Xi Jinping Holds Talks With UAE Crown Prince of Abu Dhabi
7.22 Xi Jinping met in Beijing with Crown Prince of Abu Dhabi of the United Arab Emirates (UAE) Sheikh Mohamed bin Zayed Al Nahyan. Xi announced that the two countries would publish a joint statement on strengthening the China-UAE “comprehensive strategic partnership,” which was originally established during Xi’s visit to the UAE in July 2018. He said that China regards the UAE as an important strategic partner in the Middle East, and supports the UAE in playing a greater role in regional and international affairs.
He also called for the two countries to accelerate the joint construction of the Belt and Road, strengthen the alignment of their development strategies, work to increase bilateral trade to $200 billion USD by 2030, build the Khalifa Port Container Terminal Two and the China-UAE Industrial Capacity Cooperation Demonstration Zone, and consolidate and expand long-term strategic cooperation in the energy field.

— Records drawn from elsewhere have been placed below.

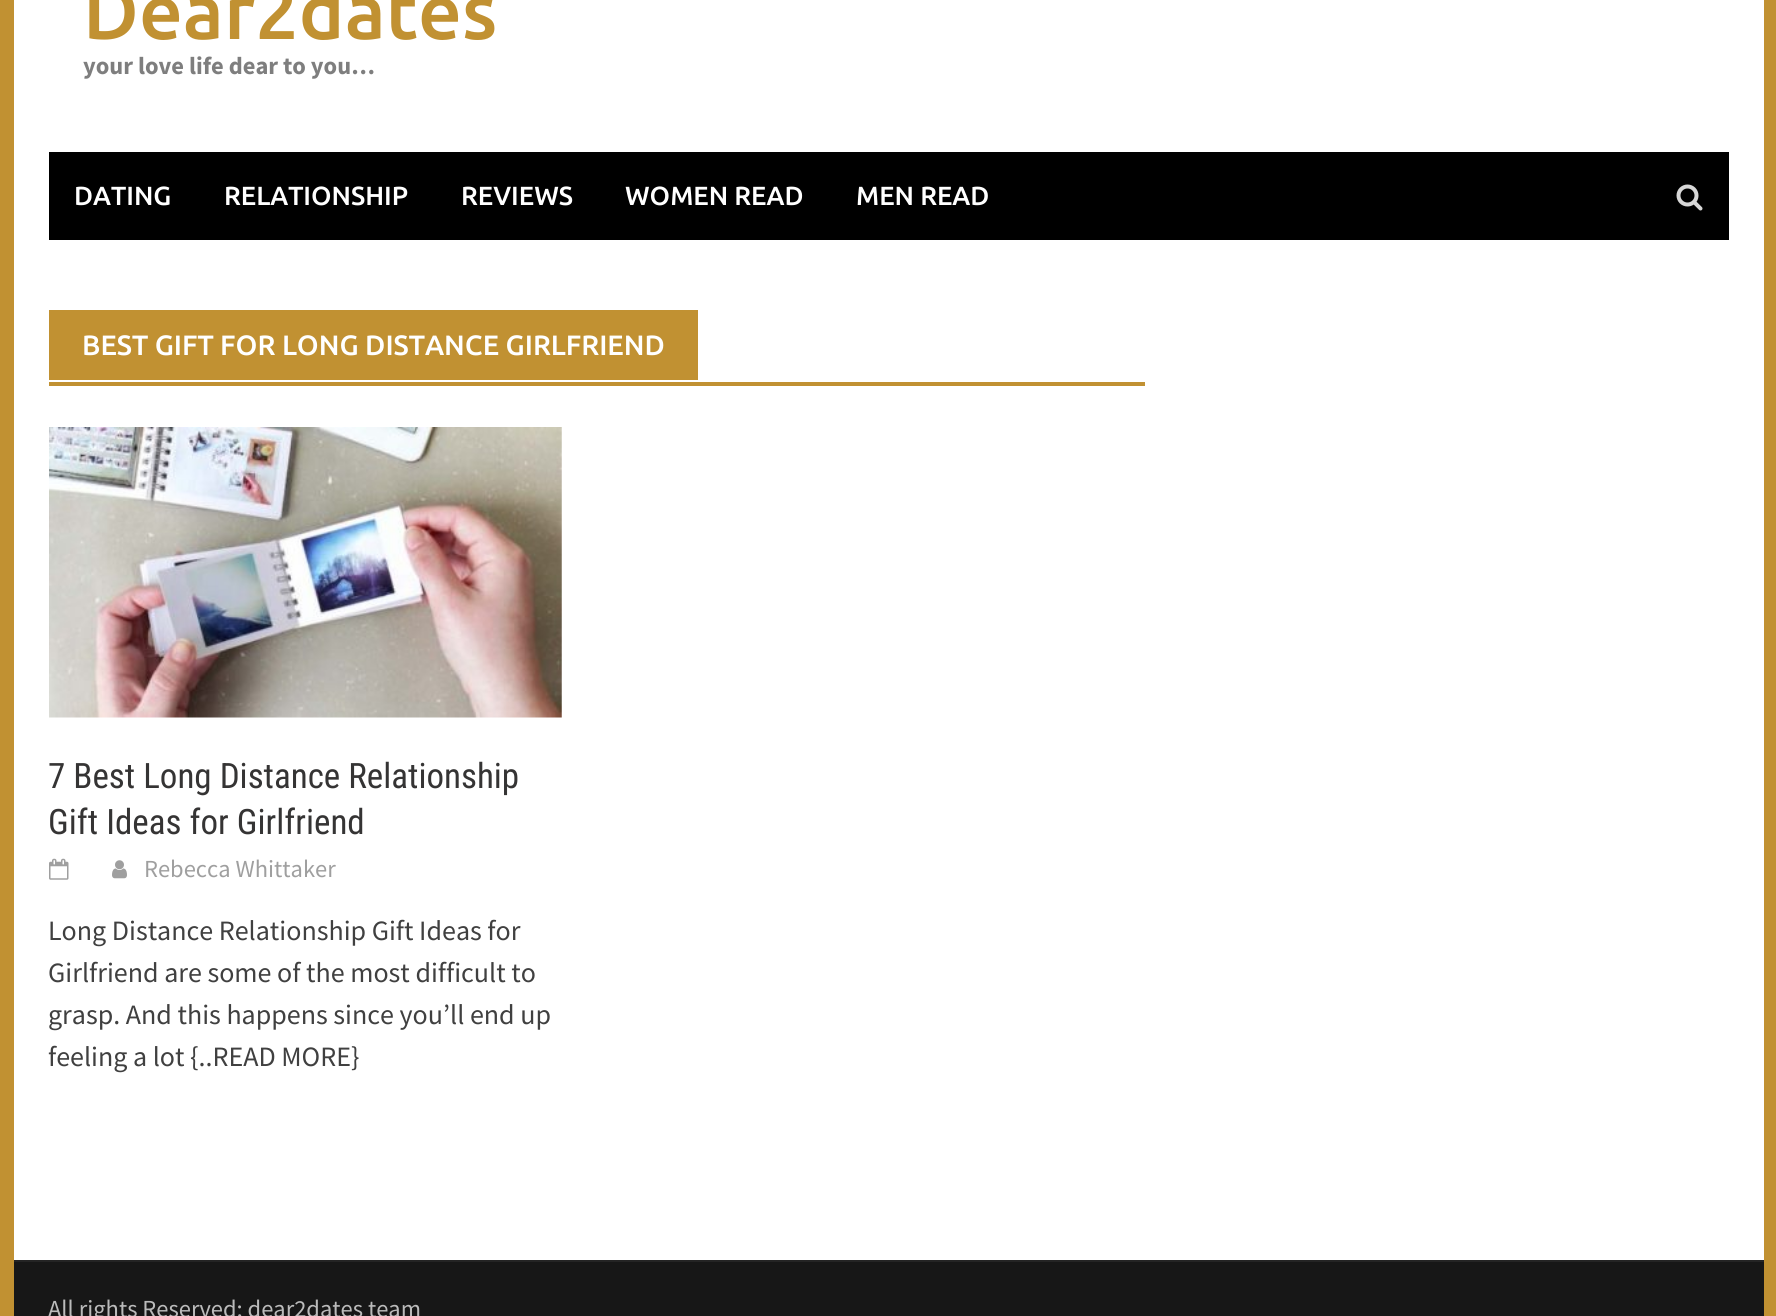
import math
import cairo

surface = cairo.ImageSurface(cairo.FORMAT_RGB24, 1776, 1316)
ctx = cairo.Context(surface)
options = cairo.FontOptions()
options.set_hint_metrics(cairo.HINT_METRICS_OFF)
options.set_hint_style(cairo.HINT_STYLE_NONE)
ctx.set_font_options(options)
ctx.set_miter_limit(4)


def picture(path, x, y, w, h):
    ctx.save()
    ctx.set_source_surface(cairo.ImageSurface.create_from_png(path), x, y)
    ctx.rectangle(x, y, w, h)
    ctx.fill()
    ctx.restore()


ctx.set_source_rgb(0.757, 0.569, 0.196)
ctx.paint()
ctx.set_source_rgb(1, 1, 1)
ctx.rectangle(14, 0, 1750, 1260)
ctx.fill()
ctx.select_font_face("Ubuntu Medium")
ctx.set_font_size(77)
ctx.set_source_rgb(0.757, 0.569, 0.196)
ctx.move_to(83, 39)
ctx.show_text("Dear2dates")
ctx.select_font_face("Source Sans Pro", cairo.FONT_SLANT_NORMAL, cairo.FONT_WEIGHT_BOLD)
ctx.set_font_size(24.5)
ctx.set_source_rgb(0.494, 0.494, 0.494)
ctx.move_to(83, 74)
ctx.show_text("your love life dear to you…")
ctx.set_source_rgb(0, 0, 0)
ctx.rectangle(49, 152, 1680, 88)
ctx.fill()
ctx.select_font_face("Ubuntu Medium")
ctx.set_font_size(26.25)
ctx.set_source_rgb(1, 1, 1)
ctx.move_to(74, 205)
ctx.show_text("DATING")
ctx.move_to(224, 205)
ctx.show_text("RELATIONSHIP")
ctx.move_to(461, 205)
ctx.show_text("REVIEWS")
ctx.move_to(625, 205)
ctx.show_text("WOMEN READ")
ctx.move_to(856, 205)
ctx.show_text("MEN READ")
picture("img1.png", 1676, 184, 27, 27)
ctx.set_source_rgb(0.757, 0.569, 0.196)
ctx.rectangle(49, 382, 1096, 4)
ctx.fill()
ctx.rectangle(49, 310, 649, 70)
ctx.fill()
ctx.set_font_size(28)
ctx.set_source_rgb(1, 1, 1)
ctx.move_to(82, 355)
ctx.show_text("BEST GIFT FOR LONG DISTANCE GIRLFRIEND")
picture("img2.png", 49, 427, 513, 291)
ctx.select_font_face("Roboto Condensed")
ctx.set_font_size(35)
ctx.set_source_rgb(0.208, 0.204, 0.204)
ctx.move_to(48, 788)
ctx.show_text("7 Best Long Distance Relationship")
ctx.move_to(48, 834)
ctx.show_text("Gift Ideas for Girlfriend")
picture("img3.png", 49, 858, 20, 22)
picture("img4.png", 112, 860, 15, 19)
ctx.select_font_face("Source Sans Pro")
ctx.set_font_size(24.5)
ctx.set_source_rgb(0.624, 0.624, 0.624)
ctx.move_to(144, 877)
ctx.show_text("Rebecca Whittaker")
ctx.set_font_size(28)
ctx.set_source_rgb(0.251, 0.251, 0.251)
ctx.move_to(48, 940)
ctx.show_text("Long Distance Relationship Gift Ideas for")
ctx.move_to(48, 982)
ctx.show_text("Girlfriend are some of the most difficult to")
ctx.move_to(48, 1024)
ctx.show_text("grasp. And this happens since you’ll end up")
ctx.move_to(48, 1066)
ctx.show_text("feeling a lot {..READ MORE}")
ctx.set_source_rgb(0.141, 0.141, 0.141)
ctx.rectangle(14, 1260, 1750, 2)
ctx.fill()
ctx.set_source_rgb(0.09, 0.09, 0.09)
ctx.rectangle(14, 1262, 1750, 54)
ctx.fill()
ctx.set_font_size(24.5)
ctx.set_source_rgb(0.733, 0.733, 0.733)
ctx.move_to(48, 1317)
ctx.show_text("All rights Reserved; dear2dates team")
surface.write_to_png("page.png")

Xi also stressed the need for China-UAE counterterrorism cooperation, thanked the UAE for its support of China on the Xinjiang issue, and expressed China’s willingness to work with the UAE and international community to maintain peace and stability in the Persian Gulf region.
Crown Prince Mohammed Bin Zayed reaffirmed the UAE’s strategic partnership with China, and expressed willingness to expand the scale of investment, energy trade, and cooperation with China in science and technology. He also praised China’s “efforts to protect the rights and interests of ethnic minorities and promote national unity” as well as China’s “responsible policies in international affairs,” particularly in the Gulf region, and said the UAE was willing to strengthen security cooperation with China and jointly combat terrorism, including the “East Turkestan Liberation Organization.”

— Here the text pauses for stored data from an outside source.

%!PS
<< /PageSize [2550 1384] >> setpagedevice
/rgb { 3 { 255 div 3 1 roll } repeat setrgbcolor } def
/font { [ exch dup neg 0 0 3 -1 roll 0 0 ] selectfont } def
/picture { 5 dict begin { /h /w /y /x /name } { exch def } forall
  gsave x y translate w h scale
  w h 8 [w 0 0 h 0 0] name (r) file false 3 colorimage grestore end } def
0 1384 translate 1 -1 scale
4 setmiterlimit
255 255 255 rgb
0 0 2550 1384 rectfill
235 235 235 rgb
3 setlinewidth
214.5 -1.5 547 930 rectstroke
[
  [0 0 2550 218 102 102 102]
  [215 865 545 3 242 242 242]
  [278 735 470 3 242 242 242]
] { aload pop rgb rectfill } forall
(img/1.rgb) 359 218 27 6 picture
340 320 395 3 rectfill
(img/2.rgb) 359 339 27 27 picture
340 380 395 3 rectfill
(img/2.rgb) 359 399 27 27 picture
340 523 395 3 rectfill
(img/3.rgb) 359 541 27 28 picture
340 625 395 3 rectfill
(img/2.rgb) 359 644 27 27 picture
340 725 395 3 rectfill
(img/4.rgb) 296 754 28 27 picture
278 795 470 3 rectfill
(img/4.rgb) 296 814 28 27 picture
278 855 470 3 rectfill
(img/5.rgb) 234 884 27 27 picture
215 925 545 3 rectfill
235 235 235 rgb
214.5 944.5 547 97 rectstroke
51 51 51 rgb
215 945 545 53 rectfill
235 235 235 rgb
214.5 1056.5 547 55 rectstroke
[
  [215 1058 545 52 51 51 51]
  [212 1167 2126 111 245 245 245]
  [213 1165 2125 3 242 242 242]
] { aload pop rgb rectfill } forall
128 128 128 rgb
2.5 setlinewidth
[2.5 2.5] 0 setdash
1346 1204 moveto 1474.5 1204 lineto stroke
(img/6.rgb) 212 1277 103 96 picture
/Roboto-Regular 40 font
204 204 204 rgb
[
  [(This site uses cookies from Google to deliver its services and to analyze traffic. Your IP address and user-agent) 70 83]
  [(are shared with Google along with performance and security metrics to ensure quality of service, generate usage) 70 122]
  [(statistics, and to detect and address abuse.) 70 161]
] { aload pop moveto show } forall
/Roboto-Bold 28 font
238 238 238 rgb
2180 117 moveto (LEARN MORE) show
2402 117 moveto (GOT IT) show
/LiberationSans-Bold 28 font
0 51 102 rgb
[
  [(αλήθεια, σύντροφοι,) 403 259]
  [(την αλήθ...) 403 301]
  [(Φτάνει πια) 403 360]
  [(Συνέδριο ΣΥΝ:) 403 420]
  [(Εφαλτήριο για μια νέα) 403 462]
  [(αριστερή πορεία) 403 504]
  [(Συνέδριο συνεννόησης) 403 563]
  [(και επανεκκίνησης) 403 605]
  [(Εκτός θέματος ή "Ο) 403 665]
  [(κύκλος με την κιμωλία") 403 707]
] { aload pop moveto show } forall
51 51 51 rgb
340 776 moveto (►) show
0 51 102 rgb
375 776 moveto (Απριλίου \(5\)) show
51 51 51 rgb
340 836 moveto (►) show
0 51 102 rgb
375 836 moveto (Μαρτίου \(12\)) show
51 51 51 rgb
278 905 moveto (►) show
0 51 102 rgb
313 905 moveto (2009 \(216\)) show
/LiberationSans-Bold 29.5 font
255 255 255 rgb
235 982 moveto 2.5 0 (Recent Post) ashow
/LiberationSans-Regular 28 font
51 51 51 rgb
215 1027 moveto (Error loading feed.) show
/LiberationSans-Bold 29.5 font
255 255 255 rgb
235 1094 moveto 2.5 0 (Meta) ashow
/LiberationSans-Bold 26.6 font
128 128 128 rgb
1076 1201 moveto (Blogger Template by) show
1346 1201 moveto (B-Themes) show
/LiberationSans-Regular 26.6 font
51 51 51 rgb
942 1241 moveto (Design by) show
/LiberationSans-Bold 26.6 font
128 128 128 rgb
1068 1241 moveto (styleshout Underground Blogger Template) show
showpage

State Council Information Office Publishes White Paper on “Historical Matters Concerning Xinjiang”
7.21 The State Council Information Office (SCIO) published a white paper entitled “Historical Matters Concerning Xinjiang.” The paper stressed that China is a “unified multi-ethnic state,” that all ethnic groups of Xinjiang are part of the Chinese nation, and that Xinjiang’s destiny is closely linked to the “great motherland” and the Chinese people. In recent years, external and internal “hostile forces” (separatists, religious extremists, and terrorists) have “deliberately distorted” history in order to split up China.

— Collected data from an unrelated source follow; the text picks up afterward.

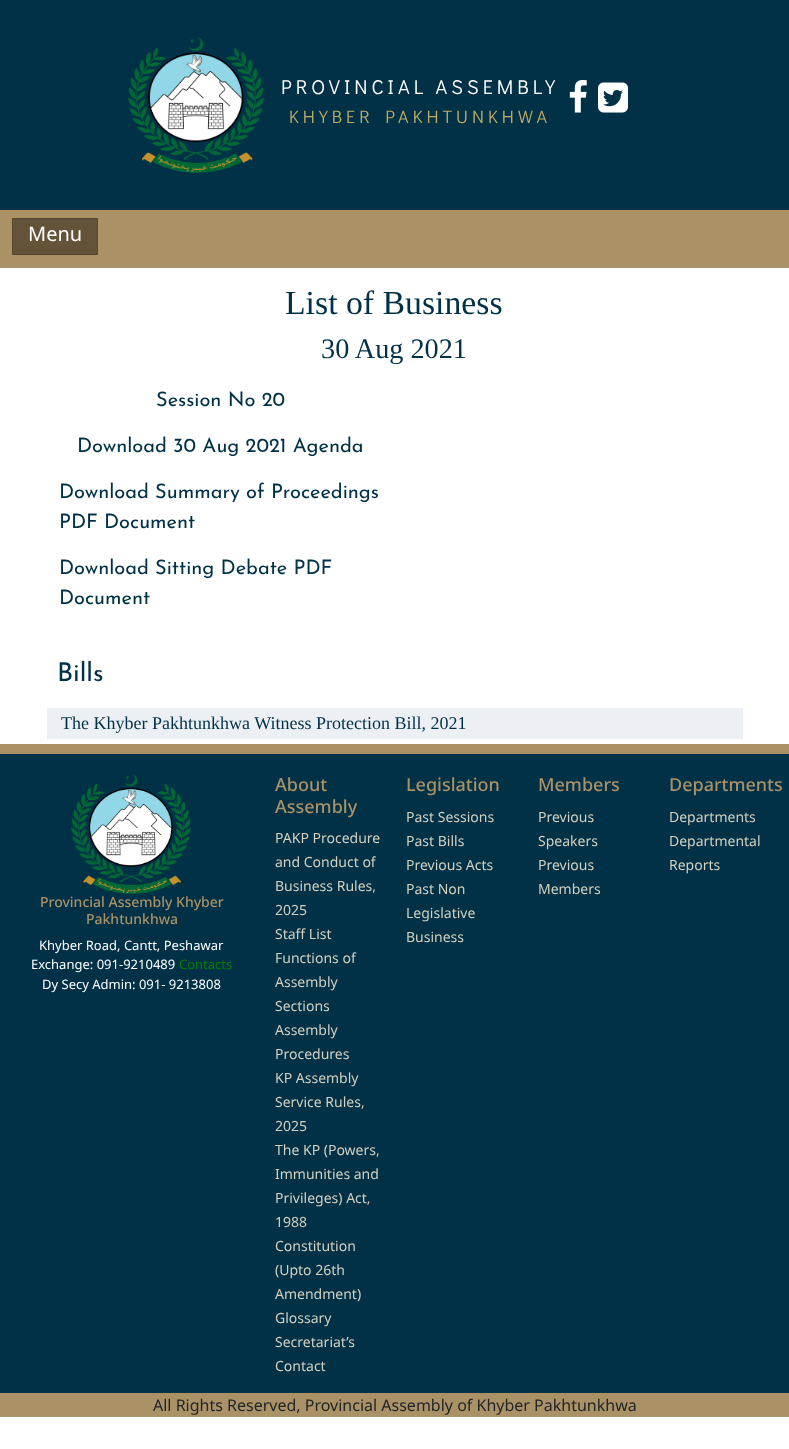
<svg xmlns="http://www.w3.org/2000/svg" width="789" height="1449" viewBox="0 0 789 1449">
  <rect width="100%" height="100%" fill="#fff"/>
  <path d="M0 0h789v210H0z" fill="#013147"/>
  <image x="128" y="37" width="136" height="136" href="img/1.png"/>
  <image x="569" y="80" width="18" height="33" href="img/2.png"/>
  <image x="598" y="82" width="30" height="31" href="img/3.png"/>
  <path d="M0 210h789v58H0z" fill="#aa9166"/>
  <path d="M12.5 218.5h85v36H12.5z" fill="#635338" stroke="#544730"/>
  <path d="M47 708h696v31H47z" fill="#eceff4"/>
  <path d="M0 754h789v639H0z" fill="#013147"/>
  <path d="M0 744h789v10H0z" fill="#aa9166"/>
  <image x="71" y="774" width="120" height="120" href="img/4.png"/>
  <path d="M0 1393h789v24H0z" fill="#aa9166"/>
  <text x="281" y="94" font-family="Didact Gothic" font-size="20" letter-spacing="4" fill="#fff">PROVINCIAL ASSEMBLY</text>
  <text x="289" y="123" font-family="Didact Gothic" font-size="18" letter-spacing="4" fill="#beaa65">KHYBER PAKHTUNKHWA</text>
  <text x="28" y="241" font-family="Noto Sans" font-size="20" fill="#fff">Menu</text>
  <text x="285" y="314" font-family="Liberation Serif" font-size="33.75" fill="#013147">List of Business</text>
  <text x="321" y="358" font-family="Liberation Serif" font-size="28.25" fill="#013147">30 Aug 2021</text>
  <g font-family="Josefin Sans" font-size="20" font-weight="100" fill="#013147">
    <text x="156" y="406">Session No 20</text>
    <text x="77" y="452">Download 30 Aug 2021 Agenda</text>
    <text x="59" y="498">Download Summary of Proceedings</text>
    <text x="59" y="528">PDF Document</text>
    <text x="59" y="574">Download Sitting Debate PDF</text>
    <text x="59" y="604">Document</text>
  </g>
  <text x="57" y="681" font-family="Josefin Sans" font-size="26" font-weight="100" fill="#013147">Bills</text>
  <text x="61" y="729" font-family="Liberation Serif" font-size="18" fill="#013147">The Khyber Pakhtunkhwa Witness Protection Bill, 2021</text>
  <g font-family="Noto Sans" font-size="18" font-weight="500" fill="#aa9166">
    <text x="275" y="791">About</text>
    <text x="275" y="813">Assembly</text>
  </g>
  <g font-family="Noto Sans" font-size="14" fill="#d3d0be">
    <text x="275" y="843">PAKP Procedure</text>
    <text x="275" y="867">and Conduct of</text>
    <text x="275" y="891">Business Rules,</text>
    <text x="275" y="915">2025</text>
    <text x="275" y="939">Staff List</text>
    <text x="275" y="963">Functions of</text>
    <text x="275" y="987">Assembly</text>
    <text x="275" y="1011">Sections</text>
    <text x="275" y="1035">Assembly</text>
    <text x="275" y="1059">Procedures</text>
    <text x="275" y="1083">KP Assembly</text>
    <text x="275" y="1107">Service Rules,</text>
    <text x="275" y="1131">2025</text>
    <text x="275" y="1155">The KP (Powers,</text>
    <text x="275" y="1179">Immunities and</text>
    <text x="275" y="1203">Privileges) Act,</text>
    <text x="275" y="1227">1988</text>
    <text x="275" y="1251">Constitution</text>
    <text x="275" y="1275">(Upto 26th</text>
    <text x="275" y="1299">Amendment)</text>
    <text x="275" y="1323">Glossary</text>
    <text x="275" y="1347">Secretariat’s</text>
    <text x="275" y="1371">Contact</text>
  </g>
  <text x="406" y="791" font-family="Noto Sans" font-size="18" font-weight="500" fill="#aa9166">Legislation</text>
  <g font-family="Noto Sans" font-size="14" fill="#d3d0be">
    <text x="406" y="822">Past Sessions</text>
    <text x="406" y="846">Past Bills</text>
    <text x="406" y="870">Previous Acts</text>
    <text x="406" y="894">Past Non</text>
    <text x="406" y="918">Legislative</text>
    <text x="406" y="942">Business</text>
  </g>
  <text x="538" y="791" font-family="Noto Sans" font-size="18" font-weight="500" fill="#aa9166">Members</text>
  <g font-family="Noto Sans" font-size="14" fill="#d3d0be">
    <text x="538" y="822">Previous</text>
    <text x="538" y="846">Speakers</text>
    <text x="538" y="870">Previous</text>
    <text x="538" y="894">Members</text>
  </g>
  <text x="669" y="791" font-family="Noto Sans" font-size="18" font-weight="500" fill="#aa9166">Departments</text>
  <g font-family="Noto Sans" font-size="14" fill="#d3d0be">
    <text x="669" y="822">Departments</text>
    <text x="669" y="846">Departmental</text>
    <text x="669" y="870">Reports</text>
  </g>
  <g font-family="Noto Sans" font-size="14" font-weight="500" fill="#aa9166">
    <text x="40" y="907">Provincial Assembly Khyber</text>
    <text x="86" y="924">Pakhtunkhwa</text>
  </g>
  <g font-family="Noto Sans" font-size="13" fill="#fff">
    <text x="39" y="950">Khyber Road, Cantt, Peshawar</text>
    <text x="31" y="969">Exchange: 091-9210489</text>
  </g>
  <text x="179" y="969" font-family="Noto Sans" font-size="13" fill="#008000">Contacts</text>
  <text x="42" y="989" font-family="Noto Sans" font-size="13" fill="#fff">Dy Secy Admin: 091- 9213808</text>
  <text x="153" y="1411" font-family="Noto Sans" font-size="16" fill="#212529">All Rights Reserved, Provincial Assembly of Khyber Pakhtunkhwa</text>
</svg>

The paper stressed that contrary to such people’s claims, Xinjiang has long been an “inalienable” part of China; it was never “East Turkestan,” and it has always been a place where multiple ethnicities and religions coexisted. Furthermore, Islam is neither the Uighurs’ “innate” religion, nor their only religion: rather, the religion took root in China’s “fertile soil” and integrated with Chinese culture.
Finally, the paper said that Xinjiang’s economy continues to develop, its society is peaceful and stable, its people’s livelihood is continually improving, its culture is prospering, its religions are harmonious, and all its ethnic groups are united as closely as “seeds in a pomegranate.” In short, “Xinjiang is in the best period of prosperous development in history.”
PD Commentator: Central Authority Cannot Be Challenged
7.22 People’s Daily published a commentator article that strongly condemned “extremist protestors” for “surrounding the Hong Kong Liaison Office of the Central People's Government, damaging its facilities, defacing the National Emblem, and spray-painting expressions insulting the country and people” on 21 July. It stated that “this behavior not only trampled on the rule of law in Hong Kong but also brazenly challenged the central government’s authority and touched on the bottom line of the ‘one country, two systems’ principle.”
After arguing that “only safeguarding central authority can ensure… the long-term prosperity and stability of Hong Kong and well-being of its residents,” the article declared that “justifications for violent behavior can no longer be found!” It concluded that:
“We resolutely support the special administrative region government’s adoption of all necessary measures in accordance with the law to ensure the security of central agencies in Hong Kong, safeguard the rule of law in Hong Kong, and punish criminal elements. We also call on [our] numerous Hong Kong compatriots to work together to oppose violence, defend the rule of law, and treasure peace.”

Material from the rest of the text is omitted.